■ EXERCISE ■
When the line with "M1181,115L1203,117L1201,134L1179,132Z" appears below, start repeating lines exactly, and keep going through the line with "M492,310L511,322L481,369L461,356Z"; add nothing outside that span.

[Dataset excerpts]
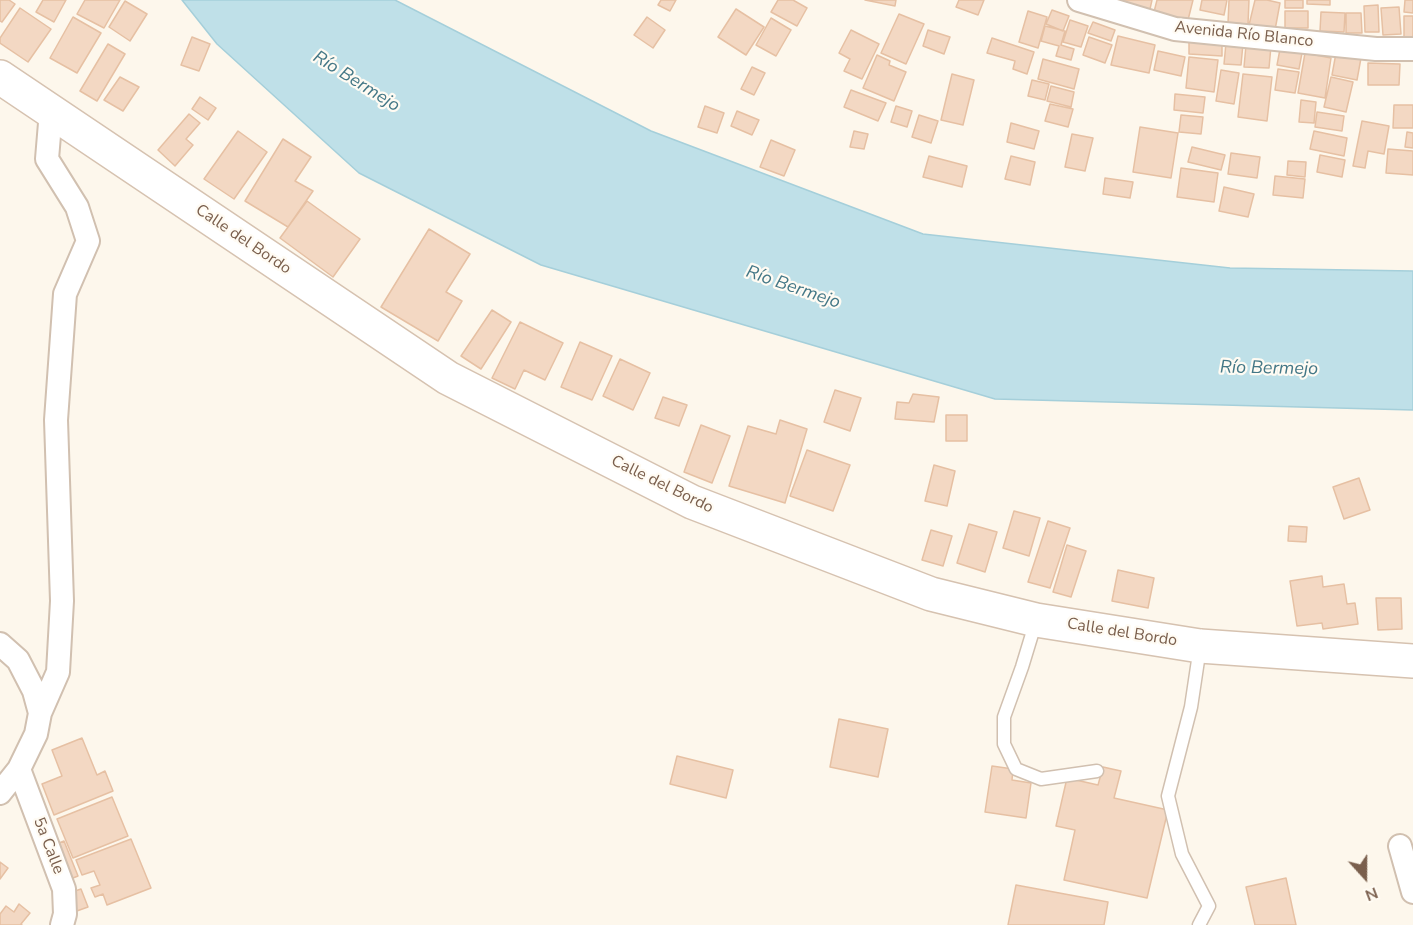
<!DOCTYPE html>
<meta charset="utf-8">
<style>
body{margin:0}
#map{position:relative;width:1413px;height:925px;overflow:hidden;background:#fdf7ec;font-family:"Nunito Sans",sans-serif}
canvas{display:block}
.north{position:absolute;left:1335px;top:847px;width:60px;height:60px;-webkit-text-stroke:4px #fffbf3;paint-order:stroke;rotate:159deg;font-size:16px;font-weight:700;line-height:24px;text-align:center;color:#7a5f4d}
.north::after{content:'';display:block;margin:auto;width:21px;height:27px;background:#7a5f4d;clip-path:polygon(50% 0,100% 100%,50% 72%,0 100%)}
</style>
<div id="map">
<canvas width="1413" height="925"></canvas>
<div class="north">N</div>
</div>
<script>
const ctx = document.querySelector('canvas').getContext('2d');
ctx.lineJoin = 'round';
function fillPath(path, color) {
  ctx.fillStyle = color;
  ctx.fill(path, 'evenodd');
}
function trace(path, color, width, dash) {
  ctx.strokeStyle = color;
  ctx.lineWidth = width;
  ctx.lineCap = dash ? 'butt' : 'round';
  ctx.setLineDash(dash || []);
  ctx.stroke(path);
}
function write(font, color, halo, rows, align = 'center') {
  ctx.font = font + ' "Nunito Sans",sans-serif';
  ctx.lineWidth = 4.5;
  ctx.setLineDash([]);
  ctx.textBaseline = 'middle';
  ctx.strokeStyle = halo;
  ctx.fillStyle = color;
  for (const [text, x, y, turn = 0] of rows) {
    ctx.save();
    ctx.translate(x, y);
    ctx.rotate((+turn || 0) * Math.PI / 180);
    ctx.textAlign = isNaN(turn) ? turn : align;
    if (halo) ctx.strokeText(text, 0, 0);
    ctx.fillText(text, 0, 0);
    ctx.restore();
  }
}
const water = new Path2D(`
 M182,0H395L651,131L923,234L1230,268L1413,271V410L995,399L541,265L359,173L217,44Z`);
fillPath(water, '#bfe0e8');
trace(water, '#a5cfda', 1.5);
const building = new Path2D(`
 M0,0H9L15,4L2,22L0,21Z
 M43,0H66L54,22L36,12Z
 M85,0H120L104,28L77,14Z
 M661,0H676L670,11L658,5Z
 M778,0H793L807,8L797,26L771,12Z
 M865,0H896L895,6Z
 M959,0H984L978,15L956,7Z
 M1116,0H1152L1150,9L1116,4Z
 M1157,0H1193L1188,20L1154,12Z
 M1202,0H1227L1224,15L1200,10Z
 M1229,0H1249L1248,24L1228,23Z
 M1255,0H1267L1280,3L1275,30L1249,25Z
 M1285,0H1303V8H1285Z
 M1307,0H1330V5L1307,4Z
 M1405,0H1413V13L1404,12Z
 M125,1L147,14L130,41L109,27Z
 M1378,5L1379,32H1365L1364,6Z
 M1399,7L1401,34L1383,35L1381,8Z
 M20,8L51,29L28,62L0,43V38Z
 M736,9L764,27L746,55L718,37Z
 M1052,10L1069,16L1063,31L1046,24Z
 M1028,11L1047,17L1038,48L1019,42Z
 M1285,11H1308V28H1285Z
 M1321,12L1345,13L1344,32L1320,31Z
 M1346,13H1361L1362,33H1346Z
 M899,14L924,24L906,64L881,53Z
 M1404,16H1413V38H1404Z
 M73,17L101,33L77,73L50,58Z
 M647,17L665,30L653,48L634,35Z
 M771,18L791,30L776,56L756,45Z
 M1070,20L1088,26L1081,47L1063,42Z
 M1093,22L1115,30L1111,41L1088,33Z
 M1045,26L1065,31L1061,45L1074,49L1071,60L1056,56L1059,46L1041,41Z
 M851,30L879,44L862,79L844,71L850,59L839,53Z
 M928,30L950,37L944,54L923,46Z
 M1118,36L1155,45L1149,73L1111,65Z
 M192,37L210,44L199,71L181,65Z
 M1089,37L1112,45L1105,63L1083,55Z
 M992,38L1034,52L1027,74L1013,69L1015,61L987,53Z
 M1189,41L1222,42V56L1189,54Z
 M1226,43L1243,44L1241,65L1224,64Z
 M108,44L125,54L97,101L80,91Z
 M1246,45L1271,46L1269,68L1244,67Z
 M1280,49L1302,53L1299,69L1277,65Z
 M1158,51L1185,57L1181,76L1154,70Z
 M1305,53L1331,58L1325,98L1298,93Z
 M1336,53L1361,58L1357,80L1332,75Z
 M877,55L890,61L889,65L906,72L894,101L863,88Z
 M1189,57L1218,60L1214,92L1186,88Z
 M1043,59L1079,69L1074,89L1038,79Z
 M1368,63L1400,64L1399,85H1368Z
 M752,67L765,73L754,95L741,89Z
 M1278,69L1299,72L1295,93L1275,90Z
 M1221,70L1239,73L1234,104L1216,101Z
 M952,74L974,80L963,125L941,120Z
 M1243,74L1272,77L1267,121L1238,117Z
 M120,77L139,87L123,111L104,100Z
 M1331,77L1353,82L1346,112L1324,107Z
 M1032,80L1049,84L1045,100L1028,96Z
 M1051,86L1074,92L1071,107L1047,101Z
 M851,90L886,103L878,121L844,107Z
 M1175,94L1205,97L1203,113L1174,110Z
 M200,97L216,108L208,120L192,109Z
 M1301,100L1316,102L1314,123L1299,122Z
 M1050,104L1073,109L1068,127L1045,121Z
 M1394,105H1413V128H1393Z
 M705,106L724,113L717,133L698,127Z
 M896,106L912,111L907,127L891,122Z
 M737,111L759,120L752,135L731,126Z
 M1317,112L1344,116L1342,131L1315,127Z
 M189,114L200,123L186,139L193,145L175,166L158,150Z
 M919,115L938,121L931,143L912,137Z
 M1181,115L1203,117L1201,134L1179,132Z
 M1362,121L1389,126L1384,154L1368,151L1365,168L1353,166Z
 M1011,123L1039,131L1034,149L1007,142Z
 M1140,127L1178,133L1171,178L1133,172Z
 M238,131L267,152L234,199L204,179Z
 M854,131L868,134L864,149L850,147Z
 M1314,131L1347,138L1344,156L1310,149Z
 M1407,132L1413,133V148L1405,147Z
 M1072,134L1093,138L1085,171L1065,167Z
 M283,139L311,157L295,181L313,191L288,227L245,201Z
 M771,140L795,150L784,176L760,167Z
 M1192,147L1225,155L1221,170L1188,162Z
 M1388,149L1413,151V175L1386,173Z
 M1231,153L1260,157L1257,178L1228,174Z
 M1320,155L1345,160L1342,177L1317,172Z
 M929,156L967,166L962,187L923,177Z
 M1011,156L1035,162L1030,185L1005,179Z
 M1288,161L1306,162L1305,177L1287,175Z
 M1181,168L1218,173L1214,202L1177,197Z
 M1275,176L1305,179L1303,198L1273,195Z
 M1105,178L1133,182L1130,198L1103,194Z
 M1224,187L1254,194L1248,217L1219,211Z
 M307,201L360,239L333,277L280,238Z
 M429,229L470,254L446,292L462,301L438,341L381,307Z
 M492,310L511,322L481,369L461,356Z
 M520,322L563,343L545,380L524,370L515,389L492,378Z
 M580,342L612,356L592,400L561,387Z
 M620,359L650,373L633,410L603,396Z
 M835,390L861,398L850,431L824,422Z
 M913,394L939,397L934,422L895,419L897,402L909,403Z
 M663,397L687,405L679,426L655,418Z
 M946,415H967V441H946Z
 M780,420L807,429L785,503L729,486L748,426L776,434Z
 M701,425L730,436L712,483L684,472Z
 M807,450L850,465L833,511L790,496Z
 M934,465L955,471L947,506L925,501Z
 M1359,478L1370,510L1344,519L1333,487Z
 M1014,511L1040,518L1029,556L1003,548Z
 M1048,521L1070,528L1050,588L1028,582Z
 M969,524L997,532L985,572L957,563Z
 M1289,526L1307,527L1306,542L1288,541Z
 M931,530L952,536L943,566L922,560Z
 M1067,545L1086,551L1071,597L1053,592Z
 M1118,570L1154,578L1148,608L1112,601Z
 M1322,576L1323,587L1344,584L1347,604L1355,603L1358,624L1323,629L1322,623L1297,626L1290,581Z
 M1376,598H1401L1402,629L1378,630Z
 M839,719L888,729L878,777L830,767Z
 M82,738L97,775L105,771L113,791L54,815L42,784L62,776L52,750Z
 M677,756L733,770L726,798L670,784Z
 M992,766L1013,769L1012,780L1031,783L1026,818L985,812Z
 M1103,767L1121,771L1114,798L1168,810L1147,898L1064,880L1075,830L1056,826L1067,778L1098,785Z
 M112,797L128,836L73,858L57,819Z
 M131,839L151,888L107,905L103,894L95,897L91,888L100,885L94,871L82,875L76,860Z
 M64,841L78,876L58,884L44,849Z
 M0,862L8,868L0,879Z
 M1286,878L1296,925H1255L1246,887Z
 M1016,885L1108,902L1104,925H1008Z
 M81,889L88,907L74,912L66,894Z
 M19,904L30,913L21,924L22,925H0V914L6,906L14,912Z`);
fillPath(building, '#f3d8c3');
trace(building, '#e6c0a3', 1.5);
const lane = new Path2D(`
 M1036,621L1022,667L1004,717V744L1016,769L1041,779L1097,771
 M1199,925L1209,906L1182,854L1168,796L1191,707L1200,647`);
const street = new Path2D(`
 M1079,0L1175,29L1376,49H1413
 M0,644L18,660L34,691L40,713L36,734L19,769L0,793
 M40,713L58,672L62,601L56,420L65,294L88,241L77,207L47,159L51,111
 M19,769L64,889L65,914L62,925
 M1400,846L1413,892`);
const secondary = new Path2D(`
 M0,77L448,378L692,502L931,594L1036,620L1200,646L1413,661`);
trace(lane, '#d1c0b0', 15);
trace(street, '#d1c0b0', 26);
trace(secondary, '#d6c2b0', 36);
trace(lane, '#fff', 12);
trace(street, '#fff', 22);
trace(secondary, '#fff', 33);
write('16px', '#7a5f4d', '#fffbf3', [
 ["Avenida Río Blanco",1244,35,6],
 ["Calle del Bordo",243,240,34],
 ["Calle del Bordo",662,485,26],
 ["Calle del Bordo",1122,633,9],
 ["5a Calle",48,846,69]
]);
write('italic 18px', '#437786', '#fffbf3', [
 ["Río Bermejo",356,82,32],
 ["Río Bermejo",793,288,19],
 ["Río Bermejo",1269,369,1]
]);
</script>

■ OUTPUT OF THE EXERCISE ■
 M1181,115L1203,117L1201,134L1179,132Z
 M1362,121L1389,126L1384,154L1368,151L1365,168L1353,166Z
 M1011,123L1039,131L1034,149L1007,142Z
 M1140,127L1178,133L1171,178L1133,172Z
 M238,131L267,152L234,199L204,179Z
 M854,131L868,134L864,149L850,147Z
 M1314,131L1347,138L1344,156L1310,149Z
 M1407,132L1413,133V148L1405,147Z
 M1072,134L1093,138L1085,171L1065,167Z
 M283,139L311,157L295,181L313,191L288,227L245,201Z
 M771,140L795,150L784,176L760,167Z
 M1192,147L1225,155L1221,170L1188,162Z
 M1388,149L1413,151V175L1386,173Z
 M1231,153L1260,157L1257,178L1228,174Z
 M1320,155L1345,160L1342,177L1317,172Z
 M929,156L967,166L962,187L923,177Z
 M1011,156L1035,162L1030,185L1005,179Z
 M1288,161L1306,162L1305,177L1287,175Z
 M1181,168L1218,173L1214,202L1177,197Z
 M1275,176L1305,179L1303,198L1273,195Z
 M1105,178L1133,182L1130,198L1103,194Z
 M1224,187L1254,194L1248,217L1219,211Z
 M307,201L360,239L333,277L280,238Z
 M429,229L470,254L446,292L462,301L438,341L381,307Z
 M492,310L511,322L481,369L461,356Z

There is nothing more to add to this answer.